Trend Micro has identified new trends in the group's stealth attacks.
A new report from Trend Micro reveals the actions of the Pawn Storm cybercrime group, which has been engaged in hacker attacks on important global organizations since 2004, using a variety of methods. Despite the seemingly outdated methods, including phishing campaigns that have been going on for a decade, Pawn Storm continues to successfully hack thousands of emails.
Trend Micro claims that the group recently switched to attacks using Net-NTLMv2 hashes, trying to penetrate the networks of government, defense and military organizations around the world. The group has been active in Europe, North and South America, Asia, Africa and the Middle East. Hackers persisted by changing the permissions of folders in victims ' mailboxes, which allowed them to move around the network.

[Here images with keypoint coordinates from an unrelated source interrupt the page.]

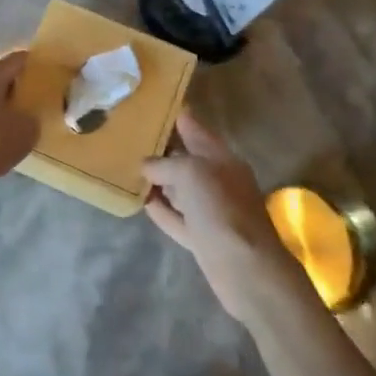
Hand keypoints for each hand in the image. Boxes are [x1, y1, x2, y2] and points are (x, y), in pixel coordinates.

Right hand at [142, 111, 294, 321]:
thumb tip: (146, 167)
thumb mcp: (190, 173)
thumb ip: (165, 164)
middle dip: (162, 149)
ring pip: (179, 187)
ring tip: (129, 168)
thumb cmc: (221, 210)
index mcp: (221, 158)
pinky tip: (141, 201)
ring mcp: (210, 209)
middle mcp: (217, 179)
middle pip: (186, 158)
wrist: (246, 269)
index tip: (151, 106)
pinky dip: (160, 208)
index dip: (175, 116)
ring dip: (158, 180)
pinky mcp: (201, 235)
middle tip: (131, 137)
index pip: (195, 128)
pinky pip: (175, 215)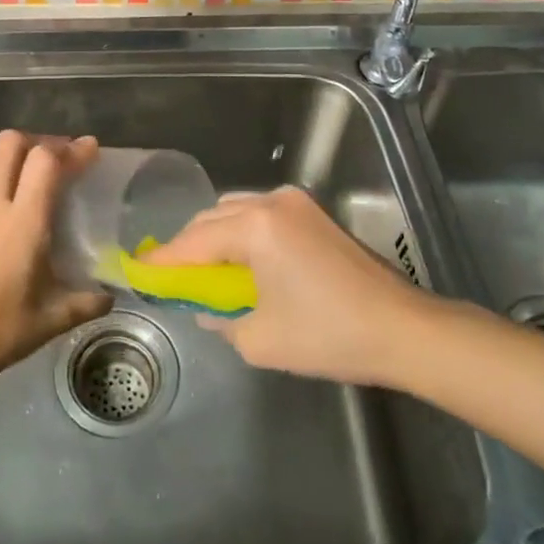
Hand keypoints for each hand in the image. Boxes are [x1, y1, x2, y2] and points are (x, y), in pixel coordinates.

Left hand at [0, 131, 112, 384]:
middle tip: (61, 159)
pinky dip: (5, 197)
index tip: (91, 149)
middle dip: (39, 140)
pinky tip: (15, 232)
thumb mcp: (49, 321)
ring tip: (43, 193)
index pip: (45, 161)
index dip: (71, 149)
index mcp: (23, 222)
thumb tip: (109, 297)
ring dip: (20, 166)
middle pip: (10, 144)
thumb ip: (84, 303)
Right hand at [147, 187, 432, 386]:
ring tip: (208, 274)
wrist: (403, 329)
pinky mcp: (314, 214)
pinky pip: (261, 216)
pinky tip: (243, 264)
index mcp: (256, 227)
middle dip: (188, 248)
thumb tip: (208, 308)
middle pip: (212, 218)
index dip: (164, 261)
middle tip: (174, 279)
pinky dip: (242, 235)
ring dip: (215, 238)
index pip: (193, 242)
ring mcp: (297, 204)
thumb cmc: (328, 335)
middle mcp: (272, 203)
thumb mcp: (260, 340)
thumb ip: (221, 319)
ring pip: (236, 212)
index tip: (139, 272)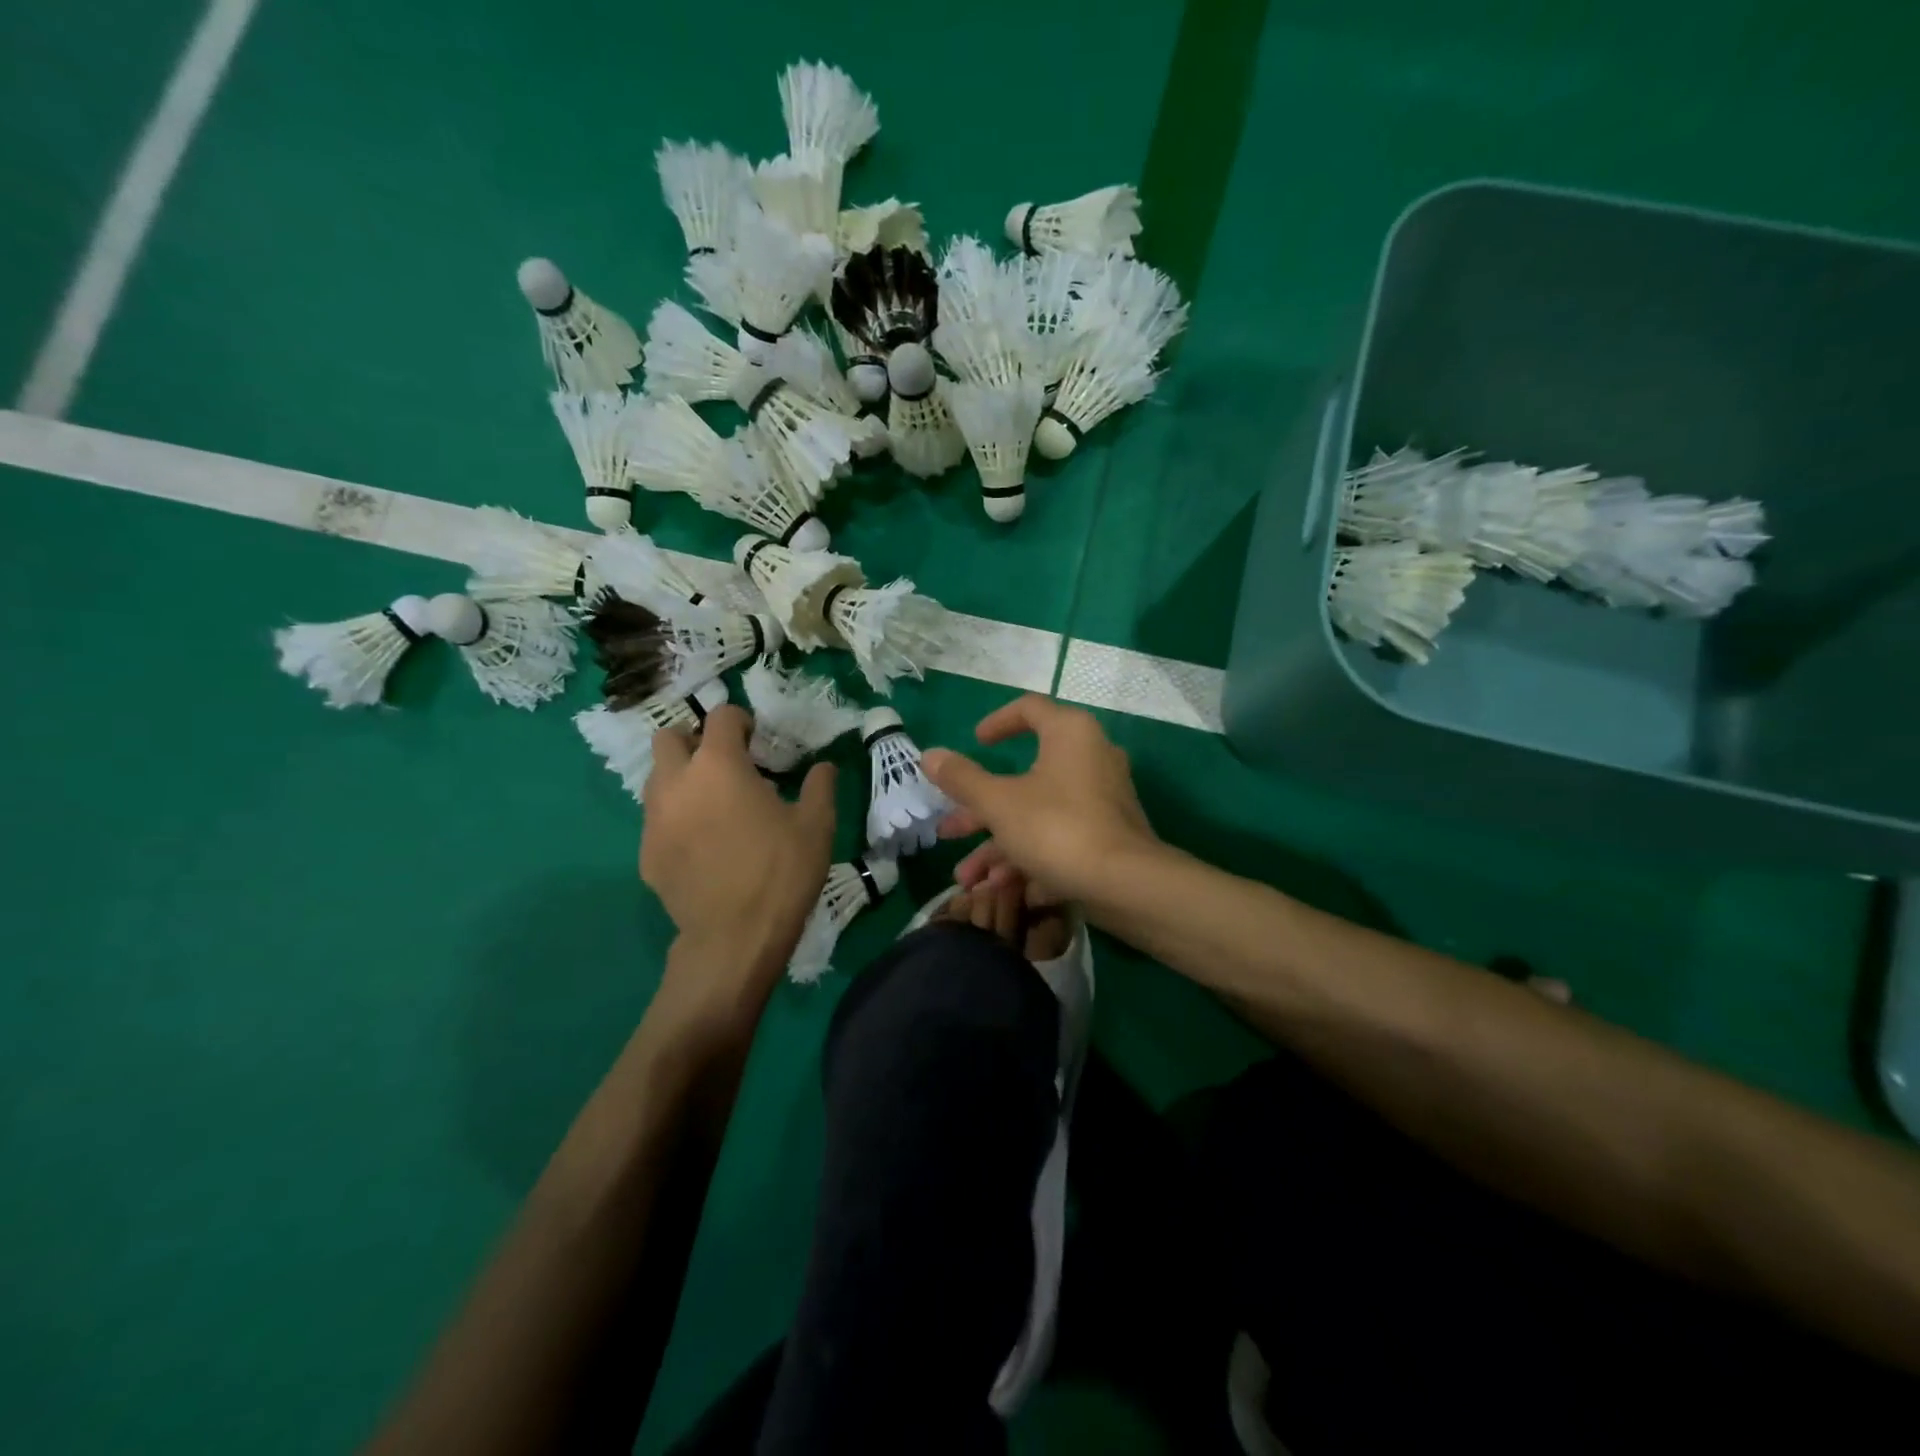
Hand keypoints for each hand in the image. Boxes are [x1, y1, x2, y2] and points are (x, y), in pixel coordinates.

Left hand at [641, 706, 835, 1018]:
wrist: (734, 938)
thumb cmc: (781, 872)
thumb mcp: (817, 825)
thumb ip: (820, 786)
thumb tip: (824, 766)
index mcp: (718, 765)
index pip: (720, 717)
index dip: (740, 721)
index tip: (757, 740)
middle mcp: (676, 782)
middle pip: (669, 737)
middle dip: (695, 741)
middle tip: (726, 765)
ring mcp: (654, 819)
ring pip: (657, 779)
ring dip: (682, 779)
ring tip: (714, 804)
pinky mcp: (646, 854)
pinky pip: (657, 820)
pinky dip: (676, 819)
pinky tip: (703, 845)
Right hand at [922, 695, 1159, 905]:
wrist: (1126, 885)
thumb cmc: (1057, 828)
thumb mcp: (999, 803)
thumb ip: (962, 778)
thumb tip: (929, 755)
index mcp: (1069, 734)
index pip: (1029, 710)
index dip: (997, 722)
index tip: (975, 741)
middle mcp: (1090, 758)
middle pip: (1024, 777)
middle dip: (980, 810)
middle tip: (948, 829)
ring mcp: (1101, 800)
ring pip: (1038, 815)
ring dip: (998, 845)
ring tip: (966, 877)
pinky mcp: (1107, 836)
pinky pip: (1059, 838)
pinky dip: (1029, 857)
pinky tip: (1000, 888)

Since 2019, cybercriminals have often used brute-force methods to break into email servers and corporate VPN services. The group also used anonymization methods such as VPN services, Tor networks, hacked EdgeOS routers, and free services such as the URL shortening service. Anonymization also applied to phishing emails sent from compromised email accounts via Tor or VPN.
The critical vulnerability CVE-2023-23397 (CVSS score: 9.8), fixed in March 2023, allowed Pawn Storm to conduct Relay attacks on Outlook users. The group used the flaw to send special calendar invitations, triggering a Net-NTLMv2 attack. The campaign continued until August 2023, becoming increasingly sophisticated with scripts hosted on Mockbin and URLs redirecting to PHP scripts on free web hosting domains.
Pawn Storm also exploited the WinRAR vulnerability CVE-2023-38831 (CVSS score: 7.8) for Relay attacks. In late 2023, hackers conducted a phishing campaign to steal credentials, targeting European governments using "webhook" URLs.]site " and VPN IP addresses. In addition to Pawn Storm, several other APT groups used the flaw to attack 130 organizations, successfully seizing traders funds.
In October 2022, Pawn Storm also used an infostiler without a connection to the Command and Control (C2) server. This simple but effective method involved uploading stolen files to a free file sharing site, using shortened URLs for access.
In March 2023, the Microsoft security team identified a critical vulnerability in Microsoft Outlook. Tracked under the identifier CVE-2023-23397, the bug allows attackers to steal Net-NTLMv2 hashes and gain access to user accounts. A special danger lies in a specially prepared email message, when opened, the user's Net-NTLMv2 hash is transmitted to the attacker.
A new report from Trend Micro reveals the actions of the Pawn Storm cybercrime group, which has been engaged in hacker attacks on important global organizations since 2004, using a variety of methods. Despite the seemingly outdated methods, including phishing campaigns that have been going on for a decade, Pawn Storm continues to successfully hack thousands of emails.
Trend Micro claims that the group recently switched to attacks using Net-NTLMv2 hashes, trying to penetrate the networks of government, defense and military organizations around the world. The group has been active in Europe, North and South America, Asia, Africa and the Middle East. Hackers persisted by changing the permissions of folders in victims ' mailboxes, which allowed them to move around the network.
Since 2019, cybercriminals have often used brute-force methods to break into email servers and corporate VPN services. The group also used anonymization methods such as VPN services, Tor networks, hacked EdgeOS routers, and free services such as the URL shortening service. Anonymization also applied to phishing emails sent from compromised email accounts via Tor or VPN.
The critical vulnerability CVE-2023-23397 (CVSS score: 9.8), fixed in March 2023, allowed Pawn Storm to conduct Relay attacks on Outlook users. The group used the flaw to send special calendar invitations, triggering a Net-NTLMv2 attack. The campaign continued until August 2023, becoming increasingly sophisticated with scripts hosted on Mockbin and URLs redirecting to PHP scripts on free web hosting domains.
Pawn Storm also exploited the WinRAR vulnerability CVE-2023-38831 (CVSS score: 7.8) for Relay attacks. In late 2023, hackers conducted a phishing campaign to steal credentials, targeting European governments using "webhook" URLs.]site " and VPN IP addresses. In addition to Pawn Storm, several other APT groups used the flaw to attack 130 organizations, successfully seizing traders funds.
In October 2022, Pawn Storm also used an infostiler without a connection to the Command and Control (C2) server. This simple but effective method involved uploading stolen files to a free file sharing site, using shortened URLs for access.
In March 2023, the Microsoft security team identified a critical vulnerability in Microsoft Outlook. Tracked under the identifier CVE-2023-23397, the bug allows attackers to steal Net-NTLMv2 hashes and gain access to user accounts. A special danger lies in a specially prepared email message, when opened, the user's Net-NTLMv2 hash is transmitted to the attacker.